• _ASSIGNMENT_:
Pull every line of the entries that has the word "Димитрова".

[Dataset items]

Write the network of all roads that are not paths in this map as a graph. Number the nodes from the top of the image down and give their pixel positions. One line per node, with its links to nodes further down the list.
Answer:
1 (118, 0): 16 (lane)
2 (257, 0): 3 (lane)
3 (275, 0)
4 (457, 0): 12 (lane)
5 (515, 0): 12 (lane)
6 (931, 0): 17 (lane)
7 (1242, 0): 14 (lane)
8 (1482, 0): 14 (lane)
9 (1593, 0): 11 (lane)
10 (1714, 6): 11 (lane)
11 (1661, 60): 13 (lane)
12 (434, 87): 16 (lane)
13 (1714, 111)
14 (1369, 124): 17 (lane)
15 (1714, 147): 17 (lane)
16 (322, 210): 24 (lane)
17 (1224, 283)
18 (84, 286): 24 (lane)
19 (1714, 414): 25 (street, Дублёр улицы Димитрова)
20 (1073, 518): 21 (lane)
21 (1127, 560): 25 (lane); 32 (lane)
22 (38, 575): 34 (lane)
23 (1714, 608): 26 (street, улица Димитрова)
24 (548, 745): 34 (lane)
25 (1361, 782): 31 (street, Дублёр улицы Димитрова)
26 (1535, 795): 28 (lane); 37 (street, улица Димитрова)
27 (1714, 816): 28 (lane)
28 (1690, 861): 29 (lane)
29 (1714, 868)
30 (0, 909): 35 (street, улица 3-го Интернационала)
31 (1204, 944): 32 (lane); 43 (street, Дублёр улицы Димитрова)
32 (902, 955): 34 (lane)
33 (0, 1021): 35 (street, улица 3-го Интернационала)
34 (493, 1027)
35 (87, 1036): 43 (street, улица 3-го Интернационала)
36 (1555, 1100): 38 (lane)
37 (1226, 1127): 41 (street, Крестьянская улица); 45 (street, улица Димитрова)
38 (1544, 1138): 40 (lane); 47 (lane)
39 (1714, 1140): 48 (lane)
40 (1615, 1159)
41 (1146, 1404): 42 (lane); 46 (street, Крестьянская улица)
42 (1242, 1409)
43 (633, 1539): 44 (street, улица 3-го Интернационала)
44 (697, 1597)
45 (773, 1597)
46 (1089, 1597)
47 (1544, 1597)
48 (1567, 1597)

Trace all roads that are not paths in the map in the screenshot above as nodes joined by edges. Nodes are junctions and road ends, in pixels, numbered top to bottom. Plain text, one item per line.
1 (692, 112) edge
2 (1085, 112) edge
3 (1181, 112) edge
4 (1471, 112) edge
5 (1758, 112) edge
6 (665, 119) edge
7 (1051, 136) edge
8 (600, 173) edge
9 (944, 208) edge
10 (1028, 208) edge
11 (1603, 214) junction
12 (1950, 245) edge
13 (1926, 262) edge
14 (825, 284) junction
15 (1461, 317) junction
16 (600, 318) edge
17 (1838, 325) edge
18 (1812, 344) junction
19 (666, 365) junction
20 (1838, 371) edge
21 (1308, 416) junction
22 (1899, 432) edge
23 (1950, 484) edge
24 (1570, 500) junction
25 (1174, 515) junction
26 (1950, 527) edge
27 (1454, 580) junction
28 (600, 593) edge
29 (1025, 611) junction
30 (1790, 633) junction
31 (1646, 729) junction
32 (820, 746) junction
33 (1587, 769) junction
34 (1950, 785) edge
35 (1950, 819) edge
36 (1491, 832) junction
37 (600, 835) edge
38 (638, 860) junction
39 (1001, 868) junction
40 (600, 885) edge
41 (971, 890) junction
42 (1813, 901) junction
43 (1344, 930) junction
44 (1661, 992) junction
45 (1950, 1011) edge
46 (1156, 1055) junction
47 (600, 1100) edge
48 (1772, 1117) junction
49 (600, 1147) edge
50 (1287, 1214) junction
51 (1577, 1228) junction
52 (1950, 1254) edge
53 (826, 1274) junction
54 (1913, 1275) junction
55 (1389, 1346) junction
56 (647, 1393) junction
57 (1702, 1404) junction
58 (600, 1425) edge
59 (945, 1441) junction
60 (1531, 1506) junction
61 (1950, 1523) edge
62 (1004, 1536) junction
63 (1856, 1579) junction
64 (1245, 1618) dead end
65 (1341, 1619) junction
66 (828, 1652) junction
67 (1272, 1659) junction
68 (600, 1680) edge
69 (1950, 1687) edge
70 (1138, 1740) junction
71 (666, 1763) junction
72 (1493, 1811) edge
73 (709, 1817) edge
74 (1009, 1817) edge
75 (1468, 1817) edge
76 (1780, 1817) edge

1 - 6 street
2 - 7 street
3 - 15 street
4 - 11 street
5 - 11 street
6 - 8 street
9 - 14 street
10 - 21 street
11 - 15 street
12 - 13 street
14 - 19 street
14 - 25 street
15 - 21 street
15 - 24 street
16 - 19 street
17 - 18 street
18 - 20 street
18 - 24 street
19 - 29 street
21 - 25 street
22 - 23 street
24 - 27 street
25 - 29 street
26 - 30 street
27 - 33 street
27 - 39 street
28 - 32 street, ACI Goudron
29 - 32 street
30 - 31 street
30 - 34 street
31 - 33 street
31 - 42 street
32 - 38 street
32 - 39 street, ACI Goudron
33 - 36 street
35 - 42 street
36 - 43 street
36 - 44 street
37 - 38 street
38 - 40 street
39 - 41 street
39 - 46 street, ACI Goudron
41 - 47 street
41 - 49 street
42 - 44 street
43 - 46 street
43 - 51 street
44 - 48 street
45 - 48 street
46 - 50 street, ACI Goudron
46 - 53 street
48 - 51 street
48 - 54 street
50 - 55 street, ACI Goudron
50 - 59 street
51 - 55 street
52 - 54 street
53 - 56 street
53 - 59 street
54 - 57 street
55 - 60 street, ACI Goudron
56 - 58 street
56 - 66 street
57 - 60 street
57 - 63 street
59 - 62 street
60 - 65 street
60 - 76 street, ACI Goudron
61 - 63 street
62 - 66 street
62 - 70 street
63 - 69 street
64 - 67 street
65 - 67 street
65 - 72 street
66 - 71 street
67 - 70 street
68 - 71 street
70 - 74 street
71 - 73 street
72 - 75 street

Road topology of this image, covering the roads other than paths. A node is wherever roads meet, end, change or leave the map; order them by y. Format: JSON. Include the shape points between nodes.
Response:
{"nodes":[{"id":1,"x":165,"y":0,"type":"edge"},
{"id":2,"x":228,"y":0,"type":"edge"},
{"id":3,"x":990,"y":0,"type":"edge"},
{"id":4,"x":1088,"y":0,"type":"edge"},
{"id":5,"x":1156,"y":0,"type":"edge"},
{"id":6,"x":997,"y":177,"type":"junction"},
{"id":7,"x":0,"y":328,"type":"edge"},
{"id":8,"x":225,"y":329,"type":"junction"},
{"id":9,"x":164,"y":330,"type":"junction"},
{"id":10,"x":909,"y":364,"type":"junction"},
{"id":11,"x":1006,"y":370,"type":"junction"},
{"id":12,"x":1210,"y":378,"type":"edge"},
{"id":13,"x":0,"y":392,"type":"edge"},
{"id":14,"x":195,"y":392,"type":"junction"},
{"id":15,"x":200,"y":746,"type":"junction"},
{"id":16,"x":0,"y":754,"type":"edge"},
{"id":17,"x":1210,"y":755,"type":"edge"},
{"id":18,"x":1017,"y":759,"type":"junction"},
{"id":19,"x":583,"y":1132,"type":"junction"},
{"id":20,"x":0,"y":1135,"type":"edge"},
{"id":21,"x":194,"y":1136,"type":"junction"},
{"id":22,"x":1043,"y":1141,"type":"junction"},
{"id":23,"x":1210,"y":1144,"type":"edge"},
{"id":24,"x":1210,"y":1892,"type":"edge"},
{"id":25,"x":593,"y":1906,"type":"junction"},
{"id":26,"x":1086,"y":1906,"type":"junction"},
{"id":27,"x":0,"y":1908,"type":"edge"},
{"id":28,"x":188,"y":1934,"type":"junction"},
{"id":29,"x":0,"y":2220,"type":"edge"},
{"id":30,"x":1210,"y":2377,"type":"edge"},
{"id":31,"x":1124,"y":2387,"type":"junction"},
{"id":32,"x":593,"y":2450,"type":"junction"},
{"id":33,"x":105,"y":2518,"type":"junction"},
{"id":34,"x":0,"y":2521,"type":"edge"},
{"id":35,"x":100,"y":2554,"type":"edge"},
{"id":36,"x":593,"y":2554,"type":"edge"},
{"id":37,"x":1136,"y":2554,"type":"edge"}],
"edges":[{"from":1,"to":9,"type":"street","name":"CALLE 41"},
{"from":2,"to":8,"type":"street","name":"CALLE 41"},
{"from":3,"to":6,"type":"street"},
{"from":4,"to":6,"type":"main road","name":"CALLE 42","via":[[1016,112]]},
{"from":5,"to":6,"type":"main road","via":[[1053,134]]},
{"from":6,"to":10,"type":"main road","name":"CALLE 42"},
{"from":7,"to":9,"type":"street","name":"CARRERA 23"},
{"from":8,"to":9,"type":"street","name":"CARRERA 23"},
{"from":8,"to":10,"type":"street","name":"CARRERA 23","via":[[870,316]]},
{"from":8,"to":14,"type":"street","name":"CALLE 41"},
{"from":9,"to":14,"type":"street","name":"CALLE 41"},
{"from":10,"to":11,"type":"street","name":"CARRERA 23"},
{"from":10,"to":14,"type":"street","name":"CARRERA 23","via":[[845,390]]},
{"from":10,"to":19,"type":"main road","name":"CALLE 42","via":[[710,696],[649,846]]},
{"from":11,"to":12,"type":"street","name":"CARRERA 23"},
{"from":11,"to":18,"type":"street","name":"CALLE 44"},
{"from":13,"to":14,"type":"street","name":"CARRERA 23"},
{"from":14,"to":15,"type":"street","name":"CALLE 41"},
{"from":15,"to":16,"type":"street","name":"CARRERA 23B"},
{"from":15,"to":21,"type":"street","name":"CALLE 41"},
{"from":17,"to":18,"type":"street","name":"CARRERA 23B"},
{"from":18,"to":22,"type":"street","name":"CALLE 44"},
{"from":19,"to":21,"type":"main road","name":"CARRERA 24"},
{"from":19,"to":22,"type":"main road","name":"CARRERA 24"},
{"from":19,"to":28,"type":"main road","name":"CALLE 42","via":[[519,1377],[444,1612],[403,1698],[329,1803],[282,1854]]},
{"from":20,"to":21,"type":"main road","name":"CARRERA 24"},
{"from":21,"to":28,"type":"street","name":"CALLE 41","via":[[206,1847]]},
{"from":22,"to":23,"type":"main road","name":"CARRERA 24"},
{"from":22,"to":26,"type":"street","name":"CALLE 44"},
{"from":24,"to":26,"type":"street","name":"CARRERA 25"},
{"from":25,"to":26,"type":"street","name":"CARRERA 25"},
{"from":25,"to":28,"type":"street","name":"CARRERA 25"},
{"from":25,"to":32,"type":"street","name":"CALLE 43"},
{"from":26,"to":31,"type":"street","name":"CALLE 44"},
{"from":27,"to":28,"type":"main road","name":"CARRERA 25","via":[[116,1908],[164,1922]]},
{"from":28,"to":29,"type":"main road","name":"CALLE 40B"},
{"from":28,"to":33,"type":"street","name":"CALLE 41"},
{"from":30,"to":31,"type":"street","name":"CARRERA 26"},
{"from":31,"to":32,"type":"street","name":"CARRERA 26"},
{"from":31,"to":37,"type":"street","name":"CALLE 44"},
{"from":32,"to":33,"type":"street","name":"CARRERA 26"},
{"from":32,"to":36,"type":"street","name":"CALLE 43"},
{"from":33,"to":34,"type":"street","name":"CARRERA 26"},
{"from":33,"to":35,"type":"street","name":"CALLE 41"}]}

• _TASK SOLUTION_:
19 (1714, 414): 25 (street, Дублёр улицы Димитрова)
23 (1714, 608): 26 (street, улица Димитрова)
25 (1361, 782): 31 (street, Дублёр улицы Димитрова)
26 (1535, 795): 28 (lane); 37 (street, улица Димитрова)
31 (1204, 944): 32 (lane); 43 (street, Дублёр улицы Димитрова)
37 (1226, 1127): 41 (street, Крестьянская улица); 45 (street, улица Димитрова)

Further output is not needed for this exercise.